Monday, 4 October 2010


E.G. (Bert) van Heusden1901-1983
Doctor, painter, poet and linocut printer
In 1586 permission was granted to build a house and a decoy to catch wild ducks on a newly formed sandbank in the immense Dutch river delta. First inhabitants were tenants Dirk Ariensz. Bisdommer and his son. 20 years before the first dikes were constructed to claim new land in the river Maas.

Other parts of the island and later adjacent sandbanks were also embanked and made dry (poldered). The Dutch way, claiming and reclaiming land, colonizing and working it. 60 years later a first church was build around a thriving agricultural community.

The Island grew slowly and moved naturally into the direction of the North sea.

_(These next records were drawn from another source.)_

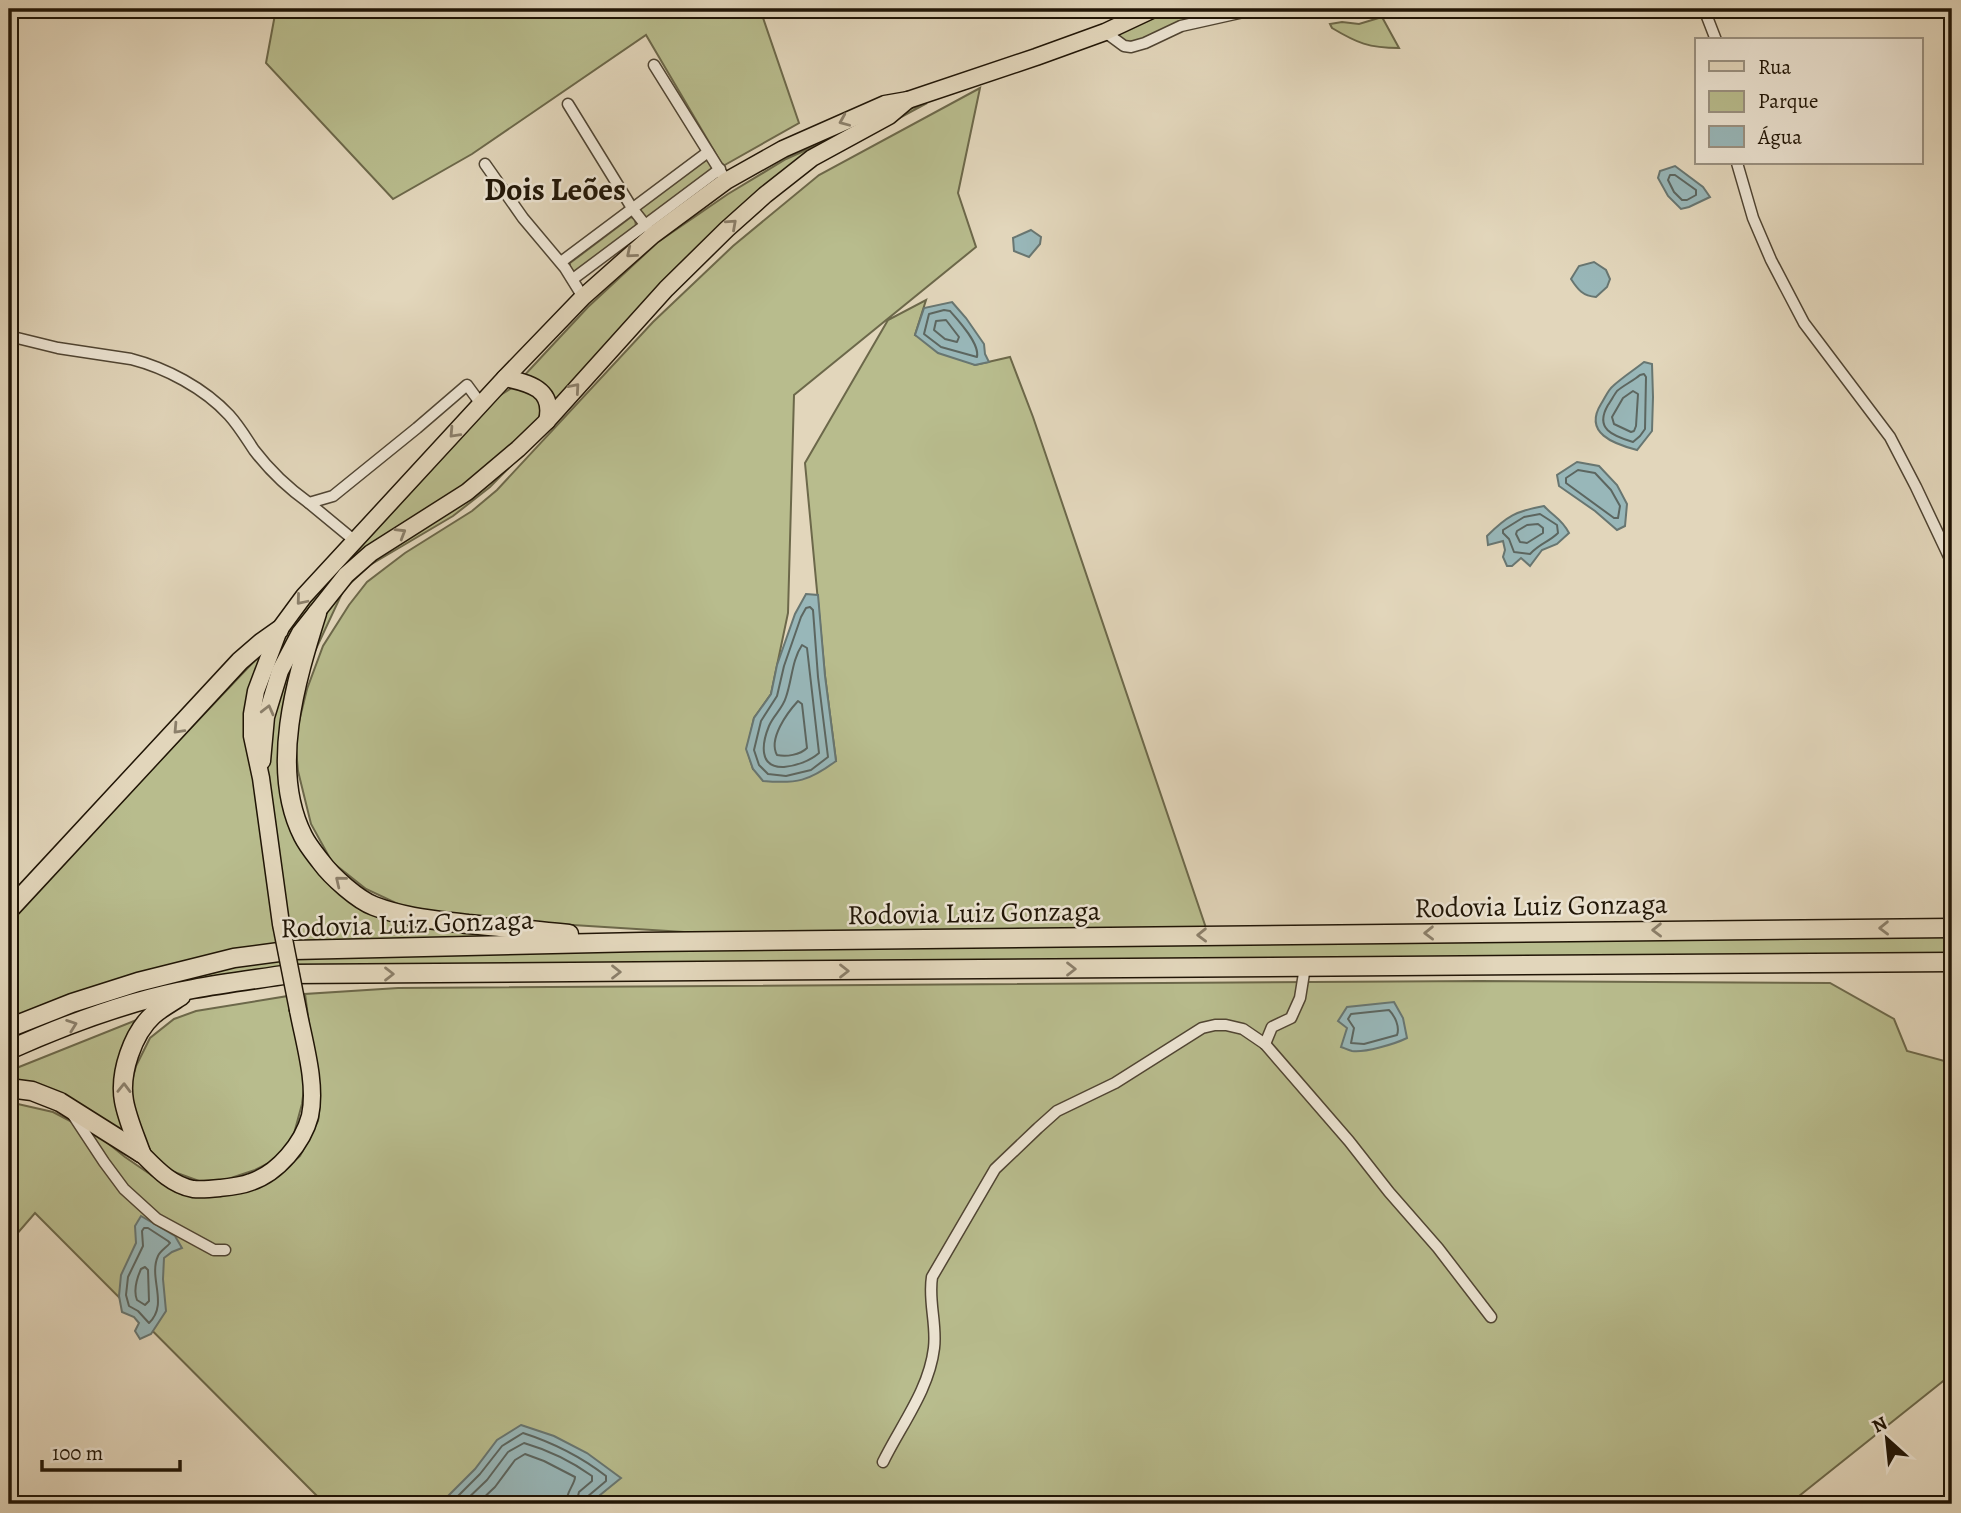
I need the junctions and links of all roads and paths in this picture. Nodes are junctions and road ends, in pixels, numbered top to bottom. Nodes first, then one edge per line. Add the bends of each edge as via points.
1 (1154, 9) edge
2 (1257, 9) edge
3 (1704, 9) edge
4 (1105, 32) junction
5 (1715, 38) edge
6 (654, 65) dead end
7 (908, 100) junction
8 (568, 104) dead end
9 (708, 152) junction
10 (485, 164) dead end
11 (1737, 164) edge
12 (723, 175) junction
13 (632, 208) junction
14 (649, 230) junction
15 (561, 262) junction
16 (573, 279) junction
17 (583, 297) junction
18 (9, 336) edge
19 (505, 378) junction
20 (481, 404) junction
21 (547, 421) junction
22 (309, 503) junction
23 (355, 541) junction
24 (1952, 563) edge
25 (317, 613) junction
26 (279, 630) junction
27 (261, 778) junction
28 (9, 910) edge
29 (1952, 928) edge
30 (642, 942) junction
31 (1952, 962) edge
32 (1305, 967) junction
33 (192, 989) junction
34 (9, 1028) edge
35 (1265, 1044) junction
36 (9, 1050) edge
37 (9, 1088) edge
38 (69, 1108) junction
39 (141, 1153) junction
40 (225, 1250) dead end
41 (1491, 1317) dead end
42 (883, 1462) dead end

1 - 4 main road
2 - 4 street via 1181,26 1131,47
3 - 5 street
4 - 7 main road
6 - 9 street
7 -> 12 main road via 885,104
21 -> 7 main road via 666,289 765,195 812,158 889,116
8 - 13 street
9 - 12 street
9 - 13 street
10 - 15 street
11 - 24 street via 1757,228 1798,312 1890,437
12 - 14 main road
13 - 14 street
13 - 15 street
14 - 16 street
14 -> 17 main road
15 - 16 street
16 - 17 street
17 - 19 main road
18 - 22 street via 131,359 181,379 222,408 275,475
19 - 20 main road
19 - 21 main road via 540,391 547,404
20 - 22 street via 467,385 333,496
20 -> 23 main road
25 -> 21 main road via 346,575 371,553 467,492
22 - 23 street
23 -> 26 main road
27 -> 25 main road via 272,693 290,650
30 -> 25 highway via 411,918 371,905 331,874 297,823 287,763 293,706
26 - 27 main road via 259,679 252,714
26 -> 28 highway via 240,662
27 - 39 main road, bridge via 281,925 308,1059 309,1117 296,1145 273,1170 238,1186 193,1189 166,1177
29 -> 30 highway, Rodovia Luiz Gonzaga
30 - 34 highway, Rodovia Luiz Gonzaga via 294,950 234,958 138,982
31 - 32 highway, Rodovia Luiz Gonzaga
33 -> 32 highway, Rodovia Luiz Gonzaga via 290,974
32 - 35 street via 1291,1018 1272,1027
36 -> 33 highway, Rodovia Luiz Gonzaga via 94,1017
39 -> 33 highway via 124,1101 128,1058 153,1015
35 - 41 street
35 - 42 street via 1243,1029 1226,1025 1202,1028 1115,1083 1057,1111 1000,1163 935,1270 931,1367
37 - 38 highway via 32,1091
38 - 39 highway
38 - 40 street via 124,1189 157,1219 214,1250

Thus blocking the passageway between Brielle and Maassluis, two of the Netherlands oldest cities. A road was build across the island to connect new ferry heads. New communities came to life. The island was named Rozenburg. The village, with a church, cemetery, school, village hall and doctors house: Blankenburg.

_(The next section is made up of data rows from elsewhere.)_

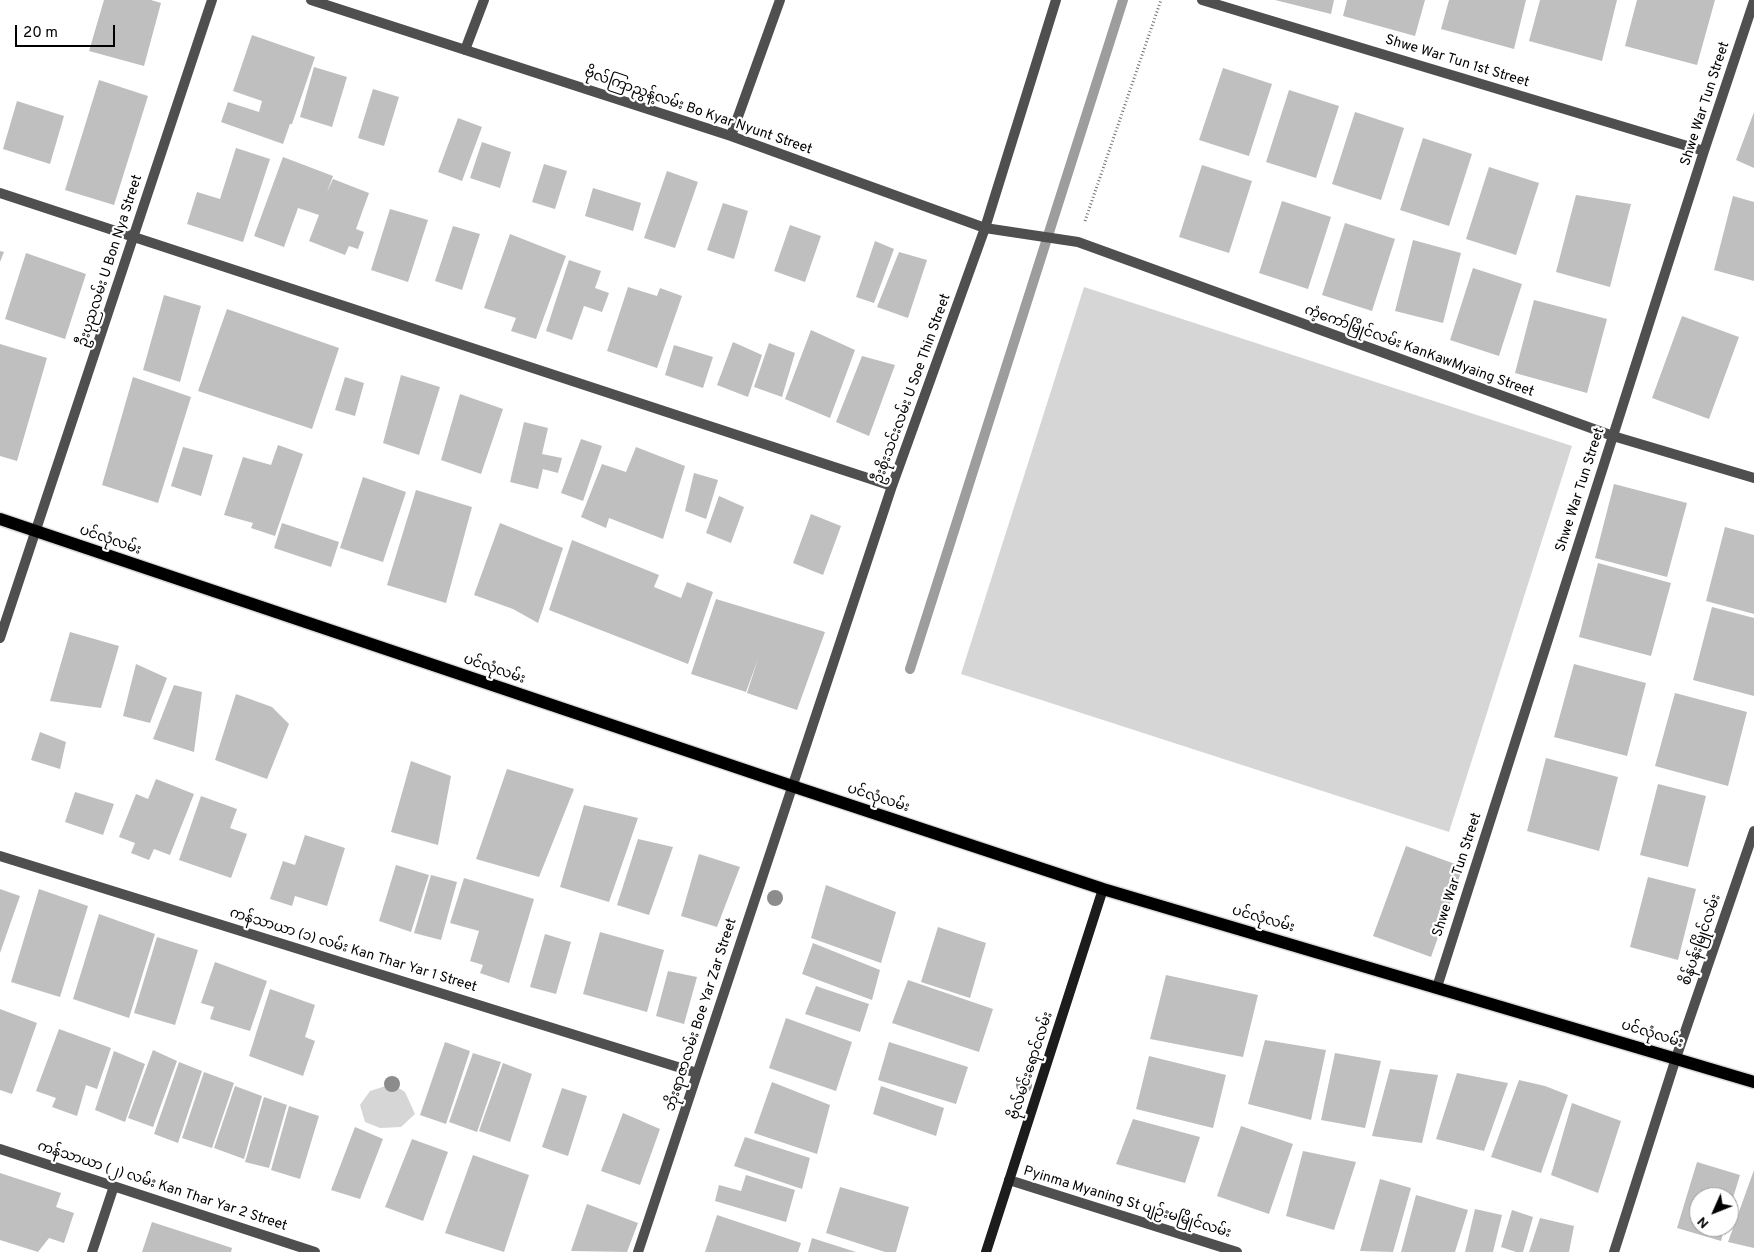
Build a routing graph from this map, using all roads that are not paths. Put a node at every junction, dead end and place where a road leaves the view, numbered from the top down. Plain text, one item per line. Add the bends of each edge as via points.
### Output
1 (212, 0) edge
2 (310, 0) edge
3 (484, 0) edge
4 (780, 0) edge
5 (1056, 0) edge
6 (1202, 0) edge
7 (1754, 1) edge
8 (465, 50) junction
9 (731, 136) junction
10 (1704, 151) junction
11 (0, 193) edge
12 (985, 228) junction
13 (133, 236) junction
14 (1078, 242) joint
15 (1613, 436) junction
16 (1754, 478) edge
17 (892, 486) junction
18 (0, 519) edge
19 (36, 531) junction
20 (0, 638) edge
21 (792, 786) junction
22 (1754, 831) edge
23 (0, 856) edge
24 (1103, 889) junction
25 (1437, 987) junction
26 (1676, 1058) junction
27 (697, 1073) junction
28 (1754, 1082) edge
29 (0, 1149) edge
30 (1009, 1180) junction
31 (114, 1186) junction
32 (92, 1252) edge
33 (315, 1252) edge
34 (638, 1252) edge
35 (986, 1252) edge
36 (1238, 1252) edge
37 (1614, 1252) edge

1 - 13 street, ဦးပုညလမ်း U Bon Nya Street
2 - 8 street, ဗိုလ်ကြာညွန့်လမ်း Bo Kyar Nyunt Street
3 - 8 street
4 - 9 street
5 - 12 street, ဦးစိုးသင်းလမ်း U Soe Thin Street
6 - 10 street, Shwe War Tun 1st Street
7 - 10 street, Shwe War Tun Street
8 - 9 street, ဗိုလ်ကြာညွန့်လမ်း Bo Kyar Nyunt Street
9 - 12 street, ဗိုလ်ကြာညွန့်လမ်း Bo Kyar Nyunt Street
10 - 15 street, Shwe War Tun Street
11 - 13 street
12 - 14 street, ဗိုလ်ကြာညွန့်လမ်း Bo Kyar Nyunt Street
12 - 17 street, ဦးစိုးသင်းလမ်း U Soe Thin Street
13 - 17 street
13 - 19 street, ဦးပုညလမ်း U Bon Nya Street
14 - 15 street, ကံ့ကော်မြိုင်လမ်း KanKawMyaing Street
15 - 16 street, ကံ့ကော်မြိုင်လမ်း KanKawMyaing Street
15 - 25 street, Shwe War Tun Street
17 - 21 street, ဦးစိုးသင်းလမ်း U Soe Thin Street
18 - 19 main road, ပင်လုံလမ်း
19 - 20 street, ဦးပုညလမ်း U Bon Nya Street
19 - 21 main road, ပင်လုံလမ်း
21 - 24 main road, ပင်လုံလမ်း
21 - 27 street, ဘိုးရာဇာလမ်း Boe Yar Zar Street
22 - 26 street, စိန်ပန်းမြိုင်လမ်း
23 - 27 street, ကန်သာယာ (၁) လမ်း Kan Thar Yar 1 Street
24 - 25 main road, ပင်လုံလမ်း
24 - 30 street, ဗိုလ်မင်းရောင်လမ်း
25 - 26 main road, ပင်လုံလမ်း
26 - 28 main road, ပင်လုံလမ်း
26 - 37 street, စိန်ပန်းမြိုင်လမ်း
27 - 34 street, ဘိုးရာဇာလမ်း Boe Yar Zar Street
29 - 31 street, ကန်သာယာ (၂) လမ်း Kan Thar Yar 2 Street
30 - 35 street, ဗိုလ်မင်းရောင်လမ်း
30 - 36 street, Pyinma Myaning St ပျဉ်းမမြိုင်လမ်း
31 - 32 street
31 - 33 street, ကန်သာယာ (၂) လမ်း Kan Thar Yar 2 Street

The wild western part of the Island was mainly formed by the sea after the digging and completion of the Nieuwe Waterweg (New Waterway) in 1872. Rotterdam's canalized outlet to the North Sea. This part of the island was called de Beer (the bear) also known as Bird Island. In the 1920’s some 150 species of birds were counted here.
This bird and wildlife sanctuary world famous in the Netherlands. Jac.P. Thijsse, Dutch naturalist and Verkade Album contributor, wrote about it. A nature reserve in the heart of one of the world’s busiest parts and ports.

Until the 1960’s. Most of the island was evacuated, farmhouses demolished and all was covered with 6 meters of sand to create Europoort: the world’s largest seaport of Rotterdam.

The sad thing about progression is that it is unstoppable. A society, a whole world and way of living vanished. Were once farmers farmed, people loved, died and were burried now endless rows of oil storage tanks and refineries dominate the horizon and mammoth ships dock.

There are not many pictures left of the old island situation. Some maps, of course. Everything is mapped in the Netherlands. Some drawings and some old photo’s. This Google Earth photo showing how man is capable of changing his environment.

Then, some years ago I haggled from a second hand bookshop dealer a bundle of small linocuts. On the other side of the country.

Very elegant and artistic pictures. Farmhouses, a ferry-dam, a church, the river Maas. The cover page also cut in linoleum in stylish Art Deco characters: Een land onder het mes (A land under the knife). The makers signature a mystery. Only last week his identity was revealed to me..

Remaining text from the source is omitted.